Do multi academies exist in pre-school learning?

James Hempsall
Friday, April 30, 2021

So, the Secretary of State, Gavin Williamson has signalled his vision that more and more schools should become not only academies but form multi-academy trusts.

He believes there is an argument for their collective action, sharing of resources, and overarching strategic management. All of this is for schools to work out, of course. But it made we wonder how the early years and childcare sector should respond.

Schools are far better funded and have much more rigid structures than early years. One of the reasons for this smaller financial settlement, I had come to believe, is an apparent mistrust of the mixed economy of the sector - given it contains private, voluntary, independent and maintained models. 

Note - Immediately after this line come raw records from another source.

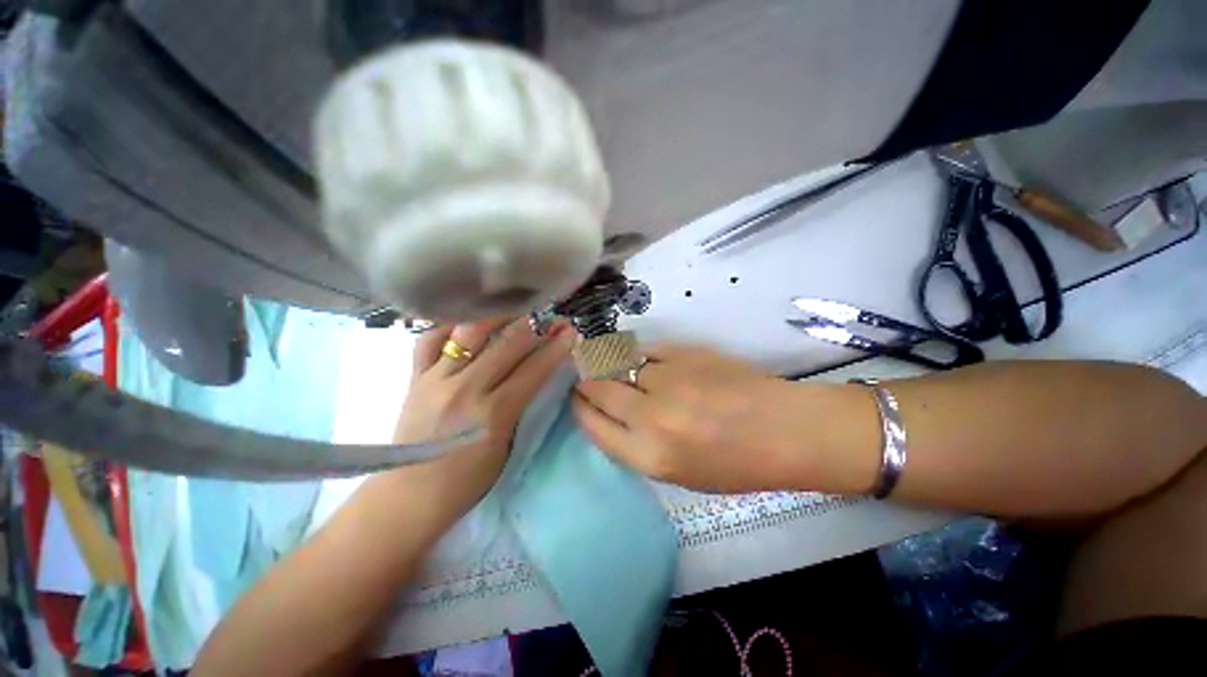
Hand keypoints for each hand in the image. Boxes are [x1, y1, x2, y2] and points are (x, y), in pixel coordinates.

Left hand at [388, 318, 572, 521]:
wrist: (408, 497)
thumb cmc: (466, 480)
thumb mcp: (506, 444)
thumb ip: (520, 404)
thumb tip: (534, 373)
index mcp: (493, 413)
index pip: (534, 369)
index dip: (557, 348)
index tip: (571, 332)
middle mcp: (466, 388)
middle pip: (508, 344)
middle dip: (538, 326)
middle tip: (553, 318)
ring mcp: (436, 379)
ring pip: (471, 332)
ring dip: (499, 316)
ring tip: (516, 309)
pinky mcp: (415, 377)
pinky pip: (430, 339)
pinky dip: (450, 325)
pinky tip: (468, 321)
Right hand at [572, 344, 825, 492]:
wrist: (785, 430)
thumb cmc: (736, 464)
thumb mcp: (679, 472)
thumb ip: (638, 444)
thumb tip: (611, 413)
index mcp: (650, 456)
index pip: (593, 425)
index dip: (580, 408)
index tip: (577, 398)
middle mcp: (652, 416)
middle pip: (599, 387)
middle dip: (587, 381)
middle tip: (588, 377)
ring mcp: (669, 379)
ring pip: (622, 363)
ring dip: (614, 366)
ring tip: (617, 367)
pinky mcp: (687, 353)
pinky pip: (648, 349)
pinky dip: (643, 356)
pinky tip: (650, 362)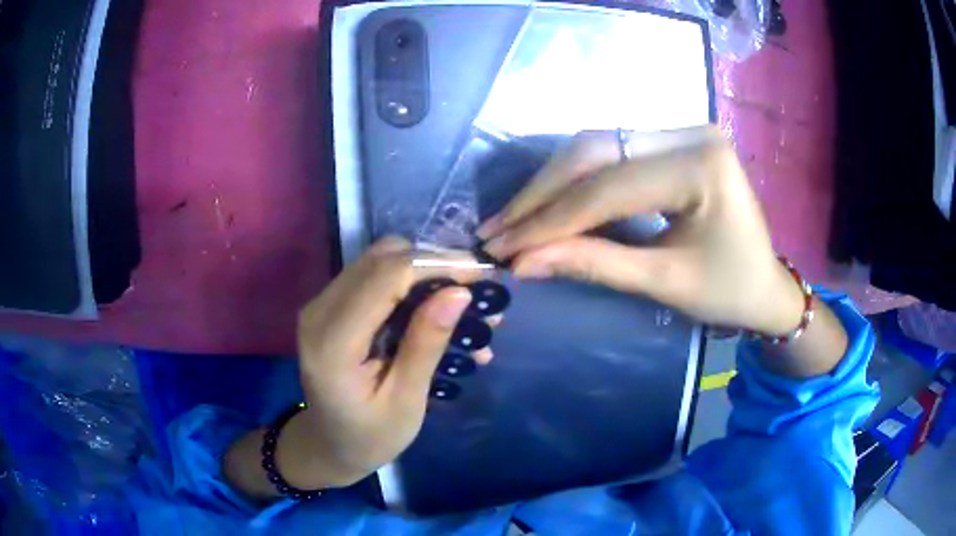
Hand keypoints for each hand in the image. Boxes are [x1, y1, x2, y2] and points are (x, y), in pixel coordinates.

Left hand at [225, 237, 493, 495]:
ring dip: (422, 271)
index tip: (482, 276)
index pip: (387, 275)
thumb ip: (426, 344)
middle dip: (433, 264)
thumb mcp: (405, 401)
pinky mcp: (329, 305)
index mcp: (334, 341)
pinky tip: (433, 307)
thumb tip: (459, 293)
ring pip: (379, 259)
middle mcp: (320, 310)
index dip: (437, 265)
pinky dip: (407, 282)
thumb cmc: (370, 436)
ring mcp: (321, 304)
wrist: (328, 444)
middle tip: (473, 291)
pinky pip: (372, 276)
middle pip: (382, 257)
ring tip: (459, 301)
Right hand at [478, 127, 804, 335]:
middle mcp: (690, 132)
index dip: (549, 220)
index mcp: (701, 166)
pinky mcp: (672, 140)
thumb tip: (523, 263)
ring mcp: (681, 130)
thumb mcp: (664, 283)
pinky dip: (575, 180)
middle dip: (541, 195)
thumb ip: (595, 264)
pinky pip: (611, 152)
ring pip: (596, 146)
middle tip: (496, 229)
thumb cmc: (728, 291)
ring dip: (551, 184)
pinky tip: (548, 204)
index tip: (502, 247)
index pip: (608, 187)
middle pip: (595, 151)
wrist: (766, 286)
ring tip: (513, 219)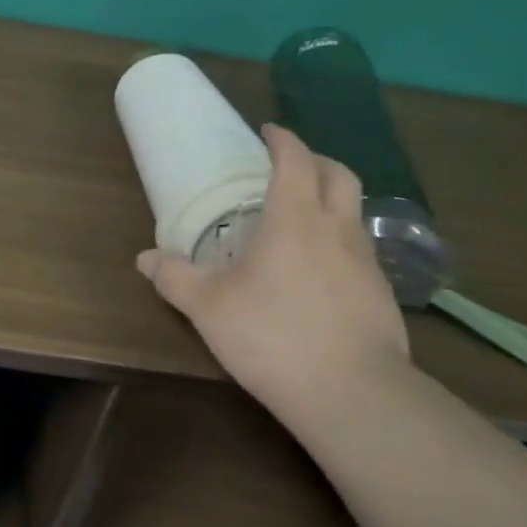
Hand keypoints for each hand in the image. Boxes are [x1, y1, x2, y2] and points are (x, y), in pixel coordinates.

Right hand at [135, 123, 410, 419]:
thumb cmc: (273, 336)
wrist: (353, 395)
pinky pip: (360, 249)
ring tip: (301, 219)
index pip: (295, 160)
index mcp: (295, 218)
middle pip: (339, 174)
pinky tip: (319, 271)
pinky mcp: (382, 295)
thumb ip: (174, 278)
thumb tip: (145, 259)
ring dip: (331, 201)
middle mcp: (337, 229)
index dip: (282, 140)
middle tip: (289, 166)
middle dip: (315, 160)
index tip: (267, 132)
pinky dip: (340, 241)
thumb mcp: (209, 308)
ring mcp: (367, 262)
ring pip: (354, 211)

The costs and delivery arrangements are so diverse, services are so flexible and responsive offering a multitude of choice, that we are miles away from the uniformity that schools have. I thought there was a fear of profiteering, but the evidence shows how academies are not immune to market forces. At the very least our present dilemmas are a result of a profound lack of understanding of the sector. And an unequal playing field. As well as a lack of the sector’s strategic response.

That said, we have seen a version of the multi-academy trust emerge in early years, haven’t we? 

We have seen how some small, independent, community and private business models have concluded it impossible to carry on in their present form. The chosen solutions have been many. 

One has been to grow, to form small chains of two, three or more settings so overheads and resources can be shared. Another option has been to acquire to achieve that growth, or sell so others can grow. 

The third, and this represents a stark contrast to the smallest of providers, has been the emergence of the behemoth of super chains that have grown exponentially over the past couple of decades. Now seemingly a permanent feature of the sector, these super-multi-academy-like-trusts are international, pension fund-invested, and multiplying at a huge rate. 

They are hoovering up those settings whose existence has been compromised by the fragile economics in the market and the sector. This is a dramatic shift from community good cause to one of big business. There are risks, if such large enterprises fail, then we have a sufficiency crisis. Government has no choice but to step in. Just look at what happened in Australia.

It needn’t just be that way of course. Groups of providers could come together for the common good but in different models, they could be equally as large and powerful and successful as the super chains. For clarity, here I refer to economic rather than quality outcomes.

Multi-academy trusts in early years needn’t be private sector, they could be social enterprises like the London Early Years Foundation instead. Social entrepreneurs across the charitable sector could replace the need for international investors. Rather than refilling investors’ pockets there could be a better balance of raising quality and reaching disadvantaged children. 

So far, our national charities have had a well-meaning go, but their structural and corporate need to satisfy their own management costs have proven a burden to many. They also complain vociferously and constantly about government funding levels. This all needs a rethink in the sector, by the sector, before we start to be told what to do.